This file is mostly aimed to developers.
- Install Node.js 16+
- Install Typescript: launch
npm -g i typescript
- Launch
npm run build-all
in the root
You'll see some warnings about vulnerabilities. Fear not, for those are in the dev tools we are using.
If you want to be assured, run npm audit --production
that will exclude dev stuff, and you should see something
more reassuring, like "found 0 vulnerabilities", hopefully.
npm install
npm run watch-server-proxied
and leave it running. It will serve server stuff plus will proxy frontend and admin files.npm run start-frontend
and leave it running. It will serve on port 3005.npm run start-admin
and leave it running. It will serve on port 3006
If you don't want this proxying version, you can use npm run watch-server
but after both frontend and admin have
been built, so their files are available in dist
folder.
To run tests
npm run build-all
npm run server-for-test
and leave it running.npm test
Alternatively you can run a development server, just be sure to load config from tests
folder.
- vite's proxying server (but also CRA's) doesn't play nicely with SSE, leaving sockets open
- vite's building of react-projects (frontend & admin) produce non-working apps
- console shows exceptions on any hook invocation
- the problem seems to be related to libs being built with a separate instance of react
- For strings, I'm trying to use double-quotes or backticks for text that's read by the user, and single-quotes elsewhere.

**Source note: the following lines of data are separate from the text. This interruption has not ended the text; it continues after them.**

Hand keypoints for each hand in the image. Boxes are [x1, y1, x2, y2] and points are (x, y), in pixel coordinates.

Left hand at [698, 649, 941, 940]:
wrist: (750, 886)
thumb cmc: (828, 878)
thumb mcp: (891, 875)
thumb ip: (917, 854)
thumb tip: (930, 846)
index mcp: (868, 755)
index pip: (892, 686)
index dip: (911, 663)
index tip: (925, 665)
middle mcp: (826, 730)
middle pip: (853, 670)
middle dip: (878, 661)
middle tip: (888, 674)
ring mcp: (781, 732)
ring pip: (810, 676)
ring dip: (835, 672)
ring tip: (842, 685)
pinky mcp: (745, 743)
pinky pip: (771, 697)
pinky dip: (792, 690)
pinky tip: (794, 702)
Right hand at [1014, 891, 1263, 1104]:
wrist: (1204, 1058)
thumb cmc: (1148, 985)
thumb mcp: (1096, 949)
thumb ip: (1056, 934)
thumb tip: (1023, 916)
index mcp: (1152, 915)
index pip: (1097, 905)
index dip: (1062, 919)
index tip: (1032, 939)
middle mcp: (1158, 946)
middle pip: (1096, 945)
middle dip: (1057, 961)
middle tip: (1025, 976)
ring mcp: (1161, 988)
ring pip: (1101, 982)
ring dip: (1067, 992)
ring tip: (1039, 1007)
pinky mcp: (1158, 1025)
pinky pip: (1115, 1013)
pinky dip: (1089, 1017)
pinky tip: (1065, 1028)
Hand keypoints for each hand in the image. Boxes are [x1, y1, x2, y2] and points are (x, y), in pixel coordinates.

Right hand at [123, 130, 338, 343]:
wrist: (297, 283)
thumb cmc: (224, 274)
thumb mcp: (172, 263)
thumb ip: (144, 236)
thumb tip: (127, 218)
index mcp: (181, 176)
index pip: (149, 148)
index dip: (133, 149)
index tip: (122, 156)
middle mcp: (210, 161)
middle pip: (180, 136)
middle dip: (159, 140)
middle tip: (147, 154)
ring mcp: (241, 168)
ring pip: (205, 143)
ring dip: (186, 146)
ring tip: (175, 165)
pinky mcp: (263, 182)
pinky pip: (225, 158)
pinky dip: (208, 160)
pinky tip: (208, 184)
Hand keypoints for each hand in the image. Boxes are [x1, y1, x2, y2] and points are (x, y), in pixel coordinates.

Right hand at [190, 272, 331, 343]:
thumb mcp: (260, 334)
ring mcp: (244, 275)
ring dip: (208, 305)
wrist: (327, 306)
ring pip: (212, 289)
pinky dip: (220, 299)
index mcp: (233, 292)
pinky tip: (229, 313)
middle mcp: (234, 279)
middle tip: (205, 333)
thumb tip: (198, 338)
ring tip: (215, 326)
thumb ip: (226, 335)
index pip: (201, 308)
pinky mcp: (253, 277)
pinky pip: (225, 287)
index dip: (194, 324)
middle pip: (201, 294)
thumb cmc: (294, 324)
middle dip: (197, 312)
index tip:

- All objects that go in yaml should use snake_case.
- Reason: we want something that is both easy for the user and maps directly in our code. Spaces and kebab-case don't play well with javascript and camel is less readable for the user.
-
At the moment the admin-panel was designed to be completely separated from the "user" frontend to keep the latter smaller and to allow alternative frontends creation without having to deal with the complexity of the admin-panel.
Of course this comes with a price to pay on the programmer's side, more work to do.